Place the skewers on the grill and cook, turning occasionally and basting with olive oil, until the meat and bread are golden brown, 15 to 20 minutes.

Grilled Red, Yellow and Green Peppers

Grilling bell peppers of different colors is common in Sicily and Sardinia and makes a very attractive presentation.  Their flavor is a natural accompaniment to grilled meats.  The charred skin of the peppers is peeled off before serving, leaving the smoky flavor.  You don’t have to core or halve the peppers before grilling.
Yield:  4 servings

Ingredients

  • 2 red bell peppers
  • 2 green bell peppers
  • 2 yellow bell peppers
  • 3 tablespoons extra-virgin olive oil
  • Juice of 1 lemon
  • 2 garlic cloves, very finely chopped
  • 2 tablespoons finely chopped fresh basil
  • Salt and freshly ground black pepper to taste

Directions

Prepare a hot charcoal fire or preheat a gas grill for 15 minutes on high.
Place the peppers on the grill and cook, turning, until they have blackened on all sides.  When the peppers are cool enough to handle, peel off the skin and remove the core and seeds.  Cut into strips and arrange attractively on a platter.
Whisk together the olive oil, lemon juice, garlic, basil, and season with salt and pepper.  Pour over the peppers at the last moment and serve.

Dessert

Grilled Fruit Skewers

Spiedini alla frutta

Ingredients

  • 2 golden delicious or gala apples, cored and cut into 8 wedges
  • 2 bananas, peeled and cut crosswise into 8 pieces
  • 2 ripe but fairly firm peaches, pitted and cut into 8 wedges
  • 1/3 ripe pineapple, peeled, cored, and cut into 1-inch pieces
  • 1/2 lemon
  • 24 fresh mint leaves
  • Sugar

Directions

Prepare a grill for direct-heat cooking over medium-hot charcoal (medium-high heat for gas).

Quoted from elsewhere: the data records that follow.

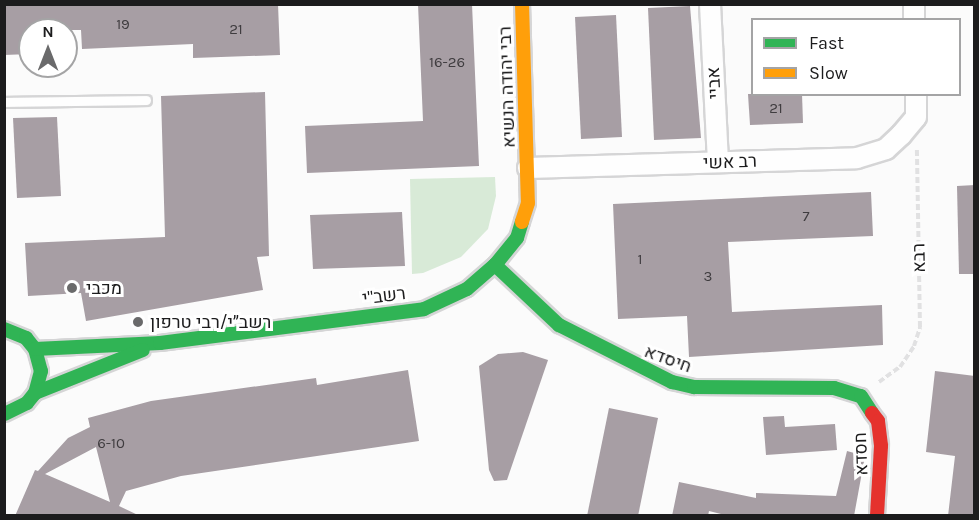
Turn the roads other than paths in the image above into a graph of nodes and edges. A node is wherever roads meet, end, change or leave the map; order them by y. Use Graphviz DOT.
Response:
graph roads {
  1 [pos="522,4"];
  2 [pos="710,4"];
  3 [pos="916,96"];
  4 [pos="146,100"];
  5 [pos="4,102"];
  6 [pos="718,162"];
  7 [pos="528,168"];
  8 [pos="495,265"];
  9 [pos="4,328"];
  10 [pos="160,343"];
  11 [pos="35,349"];
  12 [pos="35,393"];
  13 [pos="861,396"];
  14 [pos="5,414"];
  15 [pos="877,516"];
  1 -- 7 [label="street, רבי יהודה הנשיא"];
  2 -- 6 [label="street, אביי"];
  3 -- 6 [label="street, רב אשי"];
  4 -- 5 [label="lane"];
  6 -- 7 [label="street, רב אשי"];
  7 -- 8 [label="street, רשב\"י"];
  8 -- 10 [label="street, רשב\"י"];
  8 -- 13 [label="street, חיסדא"];
  9 -- 11 [label="street"];
  10 -- 11 [label="street, רשב\"י"];
  10 -- 12 [label="street, רשב\"י"];
  11 -- 12 [label="street"];
  12 -- 14 [label="street, רשב\"י"];
  13 -- 15 [label="street, חסדא"];
}
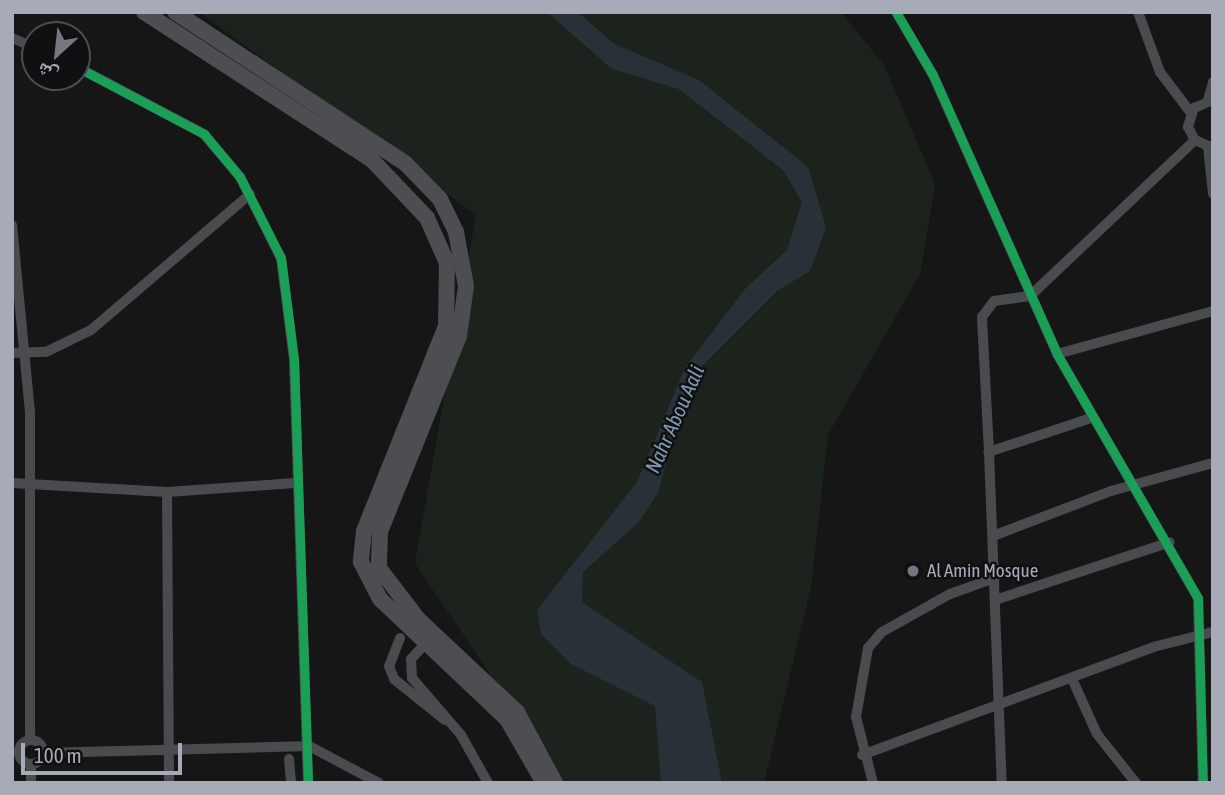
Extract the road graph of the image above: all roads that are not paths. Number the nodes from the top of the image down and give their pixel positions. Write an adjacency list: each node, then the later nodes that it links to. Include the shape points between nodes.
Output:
1 (144, 12): 6 (main road)
2 (176, 12): 5 (main road)
3 (896, 12): 18 (street, via 933,75)
4 (1138, 12): 10 (street, via 1160,72)
5 (200, 29): 6 (main road); 11 (main road)
6 (191, 44): 13 (main road)
7 (91, 74): 15 (street, via 204,134)
8 (1213, 82): 9 (street)
9 (1210, 100): 10 (street)
10 (1191, 113): 12 (street)
11 (359, 130): 13 (main road); 56 (main road, via 424,180 463,253 459,336 376,548 385,580 416,621 517,712)
12 (1195, 141): 14 (street); 18 (street)
13 (349, 146): 37 (main road, via 411,194 447,263 442,340 361,545 366,578)
14 (1210, 148): 16 (street)
15 (250, 194): 22 (street, via 91,330); 28 (street, via 281,258 294,360)
16 (1213, 194)
17 (12, 225): 22 (street)
18 (1030, 296): 21 (street); 24 (street, via 994,301 982,317)
19 (1213, 311): 21 (street)
20 (12, 354): 22 (street)
21 (1057, 354): 23 (street)
22 (27, 357): 26 (street)
23 (1091, 418): 24 (street); 29 (street)
24 (989, 452): 31 (street)
25 (1213, 463): 29 (street)
26 (31, 481): 27 (street); 30 (street); 41 (street)
27 (12, 483)
28 (295, 483): 30 (street); 42 (street)
29 (1130, 485): 31 (street); 32 (street)
30 (167, 492): 43 (street)
31 (993, 536): 33 (street)
32 (1170, 542): 34 (street); 35 (street, via 1198,598)
33 (995, 578): 34 (street); 46 (street, via 950,594 875,639 858,677)
34 (995, 600): 39 (street)
35 (1208, 633): 38 (street); 60 (street)
36 (400, 638): 40 (street, via 389,666 394,679)
37 (426, 643): 40 (street, via 409,670); 55 (main road, via 507,719)
38 (1073, 681): 39 (street); 59 (street, via 1097,734)
39 (998, 708): 46 (street); 58 (street)
40 (452, 724): 54 (street)
41 (30, 740): 44 (street); 45 (street)
42 (309, 746): 43 (street); 52 (street); 53 (street)
43 (169, 751): 45 (street); 50 (street)
44 (16, 753): 48 (street)
45 (43, 753): 48 (street)
46 (862, 755): 57 (street)
47 (289, 759): 51 (street)
48 (31, 764): 49 (street)
49 (31, 783)
50 (169, 783)
51 (291, 783)
52 (308, 783)
53 (379, 783)
54 (488, 783)
55 (544, 783)
56 (555, 783)
57 (873, 783)
58 (1002, 783)
59 (1136, 783)
60 (1203, 783)

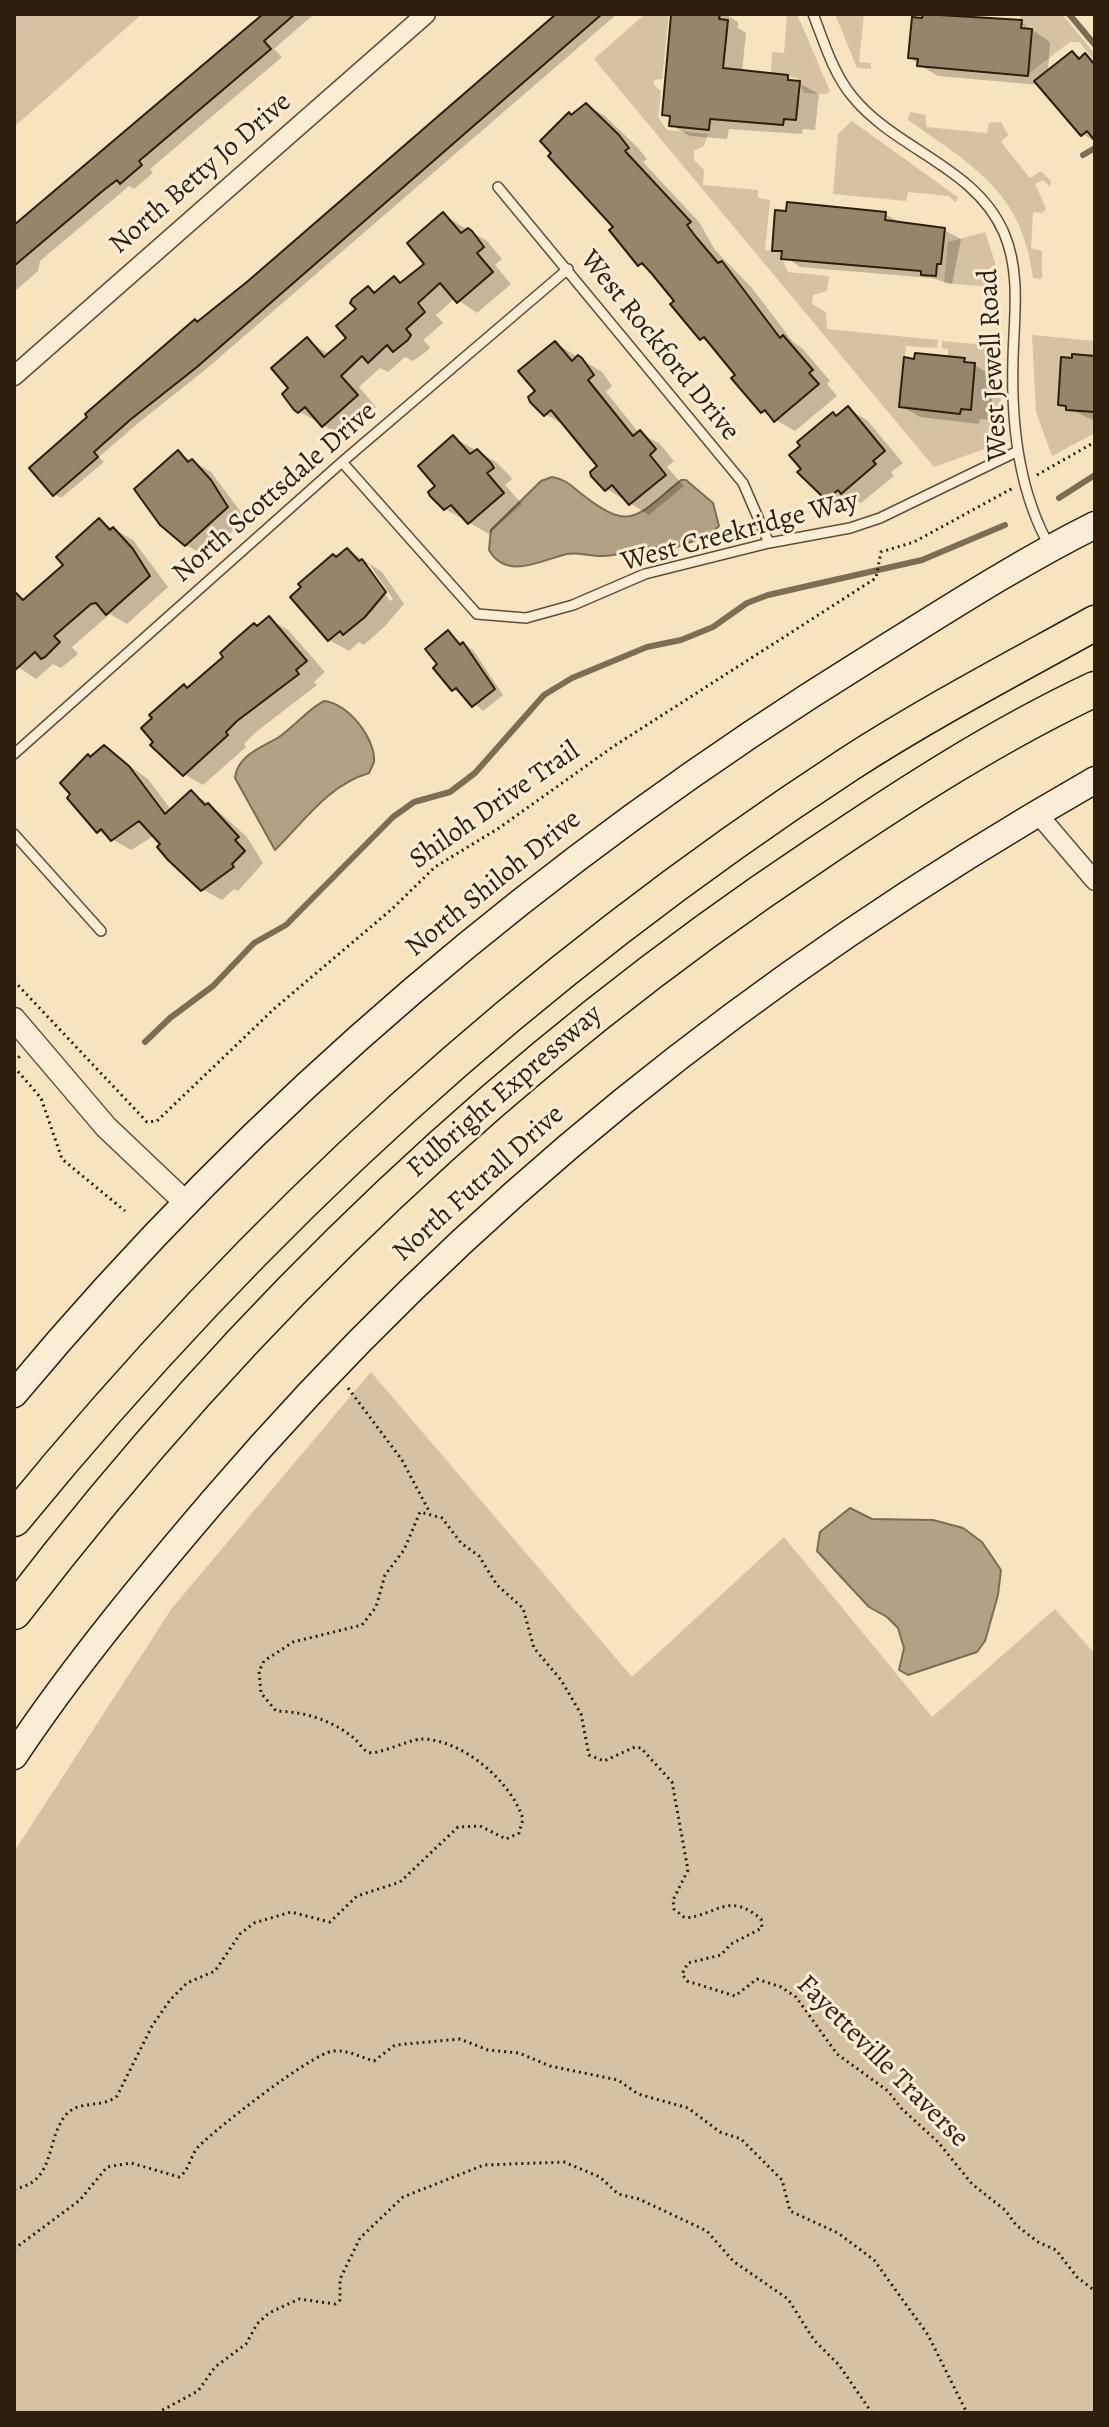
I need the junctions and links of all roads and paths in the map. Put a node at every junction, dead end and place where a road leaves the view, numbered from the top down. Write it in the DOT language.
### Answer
graph roads {
  1 [pos="426,14"];
  2 [pos="813,14"];
  3 [pos="498,187"];
  4 [pos="568,269"];
  5 [pos="14,376"];
  6 [pos="1095,442"];
  7 [pos="1016,452"];
  8 [pos="342,462"];
  9 [pos="1053,463"];
  10 [pos="1010,489"];
  11 [pos="1095,525"];
  12 [pos="769,543"];
  13 [pos="1050,547"];
  14 [pos="1095,623"];
  15 [pos="1095,689"];
  16 [pos="1079,700"];
  17 [pos="14,754"];
  18 [pos="1095,780"];
  19 [pos="1037,813"];
  20 [pos="14,834"];
  21 [pos="1095,881"];
  22 [pos="101,931"];
  23 [pos="14,981"];
  24 [pos="14,1019"];
  25 [pos="14,1067"];
  26 [pos="185,1202"];
  27 [pos="125,1211"];
  28 [pos="343,1382"];
  29 [pos="14,1394"];
  30 [pos="429,1512"];
  31 [pos="14,1519"];
  32 [pos="14,1612"];
  33 [pos="14,1756"];
  34 [pos="14,2189"];
  35 [pos="14,2249"];
  36 [pos="1095,2291"];
  37 [pos="157,2413"];
  38 [pos="872,2413"];
  39 [pos="967,2413"];
  1 -- 5 [label="street, North Betty Jo Drive"];
  2 -- 7 [label="lane, West Jewell Road"];
  3 -- 4 [label="lane, West Rockford Drive"];
  4 -- 8 [label="lane, North Scottsdale Drive"];
  4 -- 12 [label="lane, West Rockford Drive"];
  6 -- 9 [label="path"];
  7 -- 12 [label="lane, West Creekridge Way"];
  7 -- 13 [label="lane, West Jewell Road"];
  8 -- 12 [label="lane, West Creekridge Way"];
  8 -- 17 [label="lane, North Scottsdale Drive"];
  10 -- 23 [label="path, Shiloh Drive Trail"];
  11 -- 13 [label="main road, North Shiloh Drive"];
  13 -- 26 [label="main road, North Shiloh Drive"];
  14 -- 31 [label="highway, Fulbright Expressway"];
  15 -- 16 [label="highway, Fulbright Expressway"];
  16 -- 32 [label="highway, Fulbright Expressway"];
  18 -- 19 [label="main road, North Futrall Drive"];
  19 -- 21 [label="street"];
  19 -- 33 [label="main road, North Futrall Drive"];
  20 -- 22 [label="lane"];
  24 -- 26 [label="street"];
  25 -- 27 [label="path"];
  26 -- 29 [label="main road, North Shiloh Drive"];
  28 -- 30 [label="path"];
  30 -- 34 [label="path"];
  30 -- 36 [label="path, Fayetteville Traverse"];
  35 -- 39 [label="path"];
  37 -- 38 [label="path"];
}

Arrange apple, banana, peach and pineapple on a platter.  Squeeze lemon over apple and banana.  Alternately thread fruit and mint leaves onto 8 skewers.

Sprinkle fruit with sugar.  Let stand until sugar dissolves, about 5 minutes.

Lightly brush grill rack with oil.  Grill fruit, turning once, until lightly browned and softened, about 5 minutes.